Улучив момент, когда Колька Дронов подхалимно затянет Савельева в разговор о заботах комсомольской ячейки, Фёдор подошёл к Ольге. Тихо, заискивающе спросил:
– Ты счас куда идешь-то?
– Не твоего ума дело.
– С этим выхухлем, что ли?
– Когда ты к Дашке бегал, моего мненья не спрашивал! – отвернулась от него Ольга.
Фёдор смотрел на ровный витой жгут её косы, спадающий между лопаток, на легкие пряди волос над белой шеей, на её отчужденные плечи. Он неистово рвался к ней сейчас и мучительно негодовал на неё, такую глухую и очужелую. Дарья-то права: огулять её надо! Тогда кочевряжиться не станет. Дарья – баба учёная… Огулять! Хитростью добиться! Силой сломить! Любой ценой!
Но как ни настропалял себя Фёдор, даже смелости и уловки, чтобы взять Ольгу за локоть и снова заговорить, подольститься, у него не нашлось.
Вскоре с вечёрки все разошлись. Фёдор ни к кому в попутчики не примкнул, остался один на гуляночной пустоши.
От заката теплились тускло-оранжевые прожилки в надгоризонтной хмари. Небо над Раменским полонила высокая гигантская туча, распростершись с севера, не давала вылущиться из глубины первым звёздам; а ниже, под пологом тучи, плыли под напором неощутимого на земле ветра, будто седенький дым, лёгкие облачка. Со стороны дороги, ведущей через поскотину в соседнюю деревню, нежно и тонко доносилась тягучая девичья песня. Из ближней рощицы слышалось, как выщелкивает соловей – то зальется в сладкозвучной трели, то нежданно умолкнет, словно старается послушать эхо своего голоса. Где-то на краю села громко и резко скрипнула в тишине калитка.
Фёдор сидел на скамейке, вспоминал, как свалился на виду у всех и был осмеян, в ушах звучал вальс, – ненавистный, в котором в сцепке с Савельевым шалела от радости Ольга… «Вы теперь комсомолец», – передразнил Фёдор, припомнив предупредительную реплику Савельева. Так ведь Ольга и уговорила! Вступай да вступай! Чего от других отстаёшь? Книжки подсовывала, устав заставляла зубрить. Ей же угодить хотел! Фёдор сплюнул, выругался. «К Дарье пойду! К ней! Она не такая – завсегда примет». Он представил, как ненасытно продолжит мучить Дарью своими ласками, мучить назло Ольге, назло самому себе.

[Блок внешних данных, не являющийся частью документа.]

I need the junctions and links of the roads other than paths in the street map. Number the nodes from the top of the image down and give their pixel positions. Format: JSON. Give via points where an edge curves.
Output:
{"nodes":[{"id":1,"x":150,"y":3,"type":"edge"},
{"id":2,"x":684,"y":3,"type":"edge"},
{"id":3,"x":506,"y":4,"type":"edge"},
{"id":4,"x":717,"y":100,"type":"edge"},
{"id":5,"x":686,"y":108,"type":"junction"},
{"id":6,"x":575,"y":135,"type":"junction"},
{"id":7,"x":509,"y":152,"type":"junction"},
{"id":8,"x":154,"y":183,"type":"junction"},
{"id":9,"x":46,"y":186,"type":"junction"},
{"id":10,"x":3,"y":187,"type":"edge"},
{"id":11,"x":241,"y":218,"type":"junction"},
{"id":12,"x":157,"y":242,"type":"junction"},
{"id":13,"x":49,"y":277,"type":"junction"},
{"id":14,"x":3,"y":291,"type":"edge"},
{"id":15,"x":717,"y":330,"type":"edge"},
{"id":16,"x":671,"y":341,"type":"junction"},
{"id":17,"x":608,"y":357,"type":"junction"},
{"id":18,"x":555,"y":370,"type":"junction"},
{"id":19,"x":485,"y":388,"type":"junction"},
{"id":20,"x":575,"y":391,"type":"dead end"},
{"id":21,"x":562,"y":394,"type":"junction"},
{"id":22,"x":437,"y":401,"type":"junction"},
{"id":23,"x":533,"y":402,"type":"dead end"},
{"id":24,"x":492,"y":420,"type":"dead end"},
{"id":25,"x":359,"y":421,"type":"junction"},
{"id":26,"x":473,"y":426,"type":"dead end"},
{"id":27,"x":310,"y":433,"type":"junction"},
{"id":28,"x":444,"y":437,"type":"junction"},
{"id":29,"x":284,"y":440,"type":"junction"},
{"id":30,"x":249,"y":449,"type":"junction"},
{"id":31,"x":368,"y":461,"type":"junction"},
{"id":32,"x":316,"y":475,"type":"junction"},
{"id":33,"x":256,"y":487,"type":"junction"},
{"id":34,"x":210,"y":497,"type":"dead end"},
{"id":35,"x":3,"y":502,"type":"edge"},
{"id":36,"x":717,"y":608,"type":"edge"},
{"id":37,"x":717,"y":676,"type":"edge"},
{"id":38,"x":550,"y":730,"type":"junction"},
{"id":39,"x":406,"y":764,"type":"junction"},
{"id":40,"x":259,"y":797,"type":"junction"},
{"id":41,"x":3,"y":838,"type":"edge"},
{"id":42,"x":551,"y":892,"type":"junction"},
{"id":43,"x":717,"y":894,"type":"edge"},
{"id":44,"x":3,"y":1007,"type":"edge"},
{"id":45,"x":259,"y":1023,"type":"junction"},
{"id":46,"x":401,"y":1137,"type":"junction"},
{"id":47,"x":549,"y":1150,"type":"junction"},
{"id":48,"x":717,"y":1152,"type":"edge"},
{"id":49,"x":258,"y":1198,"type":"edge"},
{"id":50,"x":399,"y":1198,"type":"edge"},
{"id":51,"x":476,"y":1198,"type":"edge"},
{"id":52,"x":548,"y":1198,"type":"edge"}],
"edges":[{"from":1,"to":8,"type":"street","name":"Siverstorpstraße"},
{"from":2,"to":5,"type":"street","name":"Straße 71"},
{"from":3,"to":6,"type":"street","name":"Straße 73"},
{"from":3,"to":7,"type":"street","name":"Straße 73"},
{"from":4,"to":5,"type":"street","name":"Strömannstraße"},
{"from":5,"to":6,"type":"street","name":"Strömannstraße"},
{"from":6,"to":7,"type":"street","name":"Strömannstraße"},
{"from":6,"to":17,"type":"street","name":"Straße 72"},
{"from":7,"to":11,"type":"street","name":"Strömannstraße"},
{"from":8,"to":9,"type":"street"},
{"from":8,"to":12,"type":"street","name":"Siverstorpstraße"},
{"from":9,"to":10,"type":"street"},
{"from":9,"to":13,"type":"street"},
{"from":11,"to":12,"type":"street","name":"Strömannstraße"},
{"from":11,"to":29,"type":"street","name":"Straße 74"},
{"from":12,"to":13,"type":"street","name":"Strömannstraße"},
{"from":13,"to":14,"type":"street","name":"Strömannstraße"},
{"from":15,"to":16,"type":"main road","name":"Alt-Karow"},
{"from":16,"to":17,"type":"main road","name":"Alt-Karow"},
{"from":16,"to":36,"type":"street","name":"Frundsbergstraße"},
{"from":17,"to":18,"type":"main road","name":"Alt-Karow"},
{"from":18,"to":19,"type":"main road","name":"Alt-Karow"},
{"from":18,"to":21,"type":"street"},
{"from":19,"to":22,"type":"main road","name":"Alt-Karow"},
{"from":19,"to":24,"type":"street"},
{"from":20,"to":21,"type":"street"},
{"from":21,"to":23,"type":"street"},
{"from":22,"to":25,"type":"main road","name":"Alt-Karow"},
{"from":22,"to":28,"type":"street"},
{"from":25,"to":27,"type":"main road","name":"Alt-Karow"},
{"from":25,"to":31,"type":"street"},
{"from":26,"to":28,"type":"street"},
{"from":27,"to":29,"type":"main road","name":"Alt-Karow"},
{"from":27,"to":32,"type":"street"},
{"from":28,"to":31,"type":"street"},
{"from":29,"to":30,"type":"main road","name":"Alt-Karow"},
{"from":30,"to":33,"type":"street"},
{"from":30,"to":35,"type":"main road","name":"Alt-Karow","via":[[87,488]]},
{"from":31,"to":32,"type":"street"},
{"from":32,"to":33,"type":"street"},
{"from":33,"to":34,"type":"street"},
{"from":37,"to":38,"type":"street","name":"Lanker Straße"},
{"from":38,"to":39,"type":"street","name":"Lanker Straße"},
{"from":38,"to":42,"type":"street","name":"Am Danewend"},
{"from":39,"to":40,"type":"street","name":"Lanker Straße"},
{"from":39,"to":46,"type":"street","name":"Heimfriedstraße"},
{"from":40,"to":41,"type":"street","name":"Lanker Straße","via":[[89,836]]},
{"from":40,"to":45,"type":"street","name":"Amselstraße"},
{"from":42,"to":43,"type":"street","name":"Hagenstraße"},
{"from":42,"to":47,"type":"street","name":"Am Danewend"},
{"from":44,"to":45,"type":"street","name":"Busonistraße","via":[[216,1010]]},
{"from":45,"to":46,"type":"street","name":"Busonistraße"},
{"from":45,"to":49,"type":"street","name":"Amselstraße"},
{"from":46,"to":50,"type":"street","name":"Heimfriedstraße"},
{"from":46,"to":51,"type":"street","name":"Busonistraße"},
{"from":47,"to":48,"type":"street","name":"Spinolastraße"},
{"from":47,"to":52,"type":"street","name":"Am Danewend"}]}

Он не отправился через село напрямки, решил добираться окольным путём, чтобы избежать поздних встреч вблизи Дарьиного дома, от которых липуче стелется людская молва и досягает Ольги. Шёл, глубоко сунув руки в карманы брюк, спотыкаясь о дорожные кочки. Как пьяный.
«Не надо бы к Дарье-то. Глядишь, и Ольга бы хвостом не крутила, если с Дарьей порвать. Ну? Куда теперь?» Он остановился у развилки. Здесь к дороге выбиралась из оврага тропинка. К Дарье – дальше, по околичной дороге, а домой – по тропинке, через овраг. Он почему-то вспомнил ворона, который сидел на телеграфном столбе против Дарьиного тына, мысленно кышкнул на него: «У-у, вражина!» – и свернул на тропинку.
IV
К вероисповеданию Фёдор был безучастен: ни поясным, ни земным поклоном киота не удостаивал, персты в молебную щепоть не складывал, в церковь ступал по крайней необходимости – на отпевание усопших родственников. Танька же, напротив, росла богомольна и веропослушна, от покойной бабушки Анны, отцовой матери, унаследовала истинную преданность и почитание Пресвятой Троицы. Елизавета Андреевна по вечерам зажигала лампадку в красном углу и шептала молитвословные заклинания, соблюдала посты и любила праздничные церковные службы; Егор Николаевич, пусть и не слишком строго придерживался православных канонов, однако неизменно после всякой еды и перед любою работой троекратно осенял себя крестным знамением, а на Рождество шёл к заутрене. Семья Завьяловых, словом, богоугодна, лишь Фёдор вере Господней не подчиним, бочком стоял пред святыми иконными ликами. Его за это не корили, сожалели только, что к семейной традиции он не приник.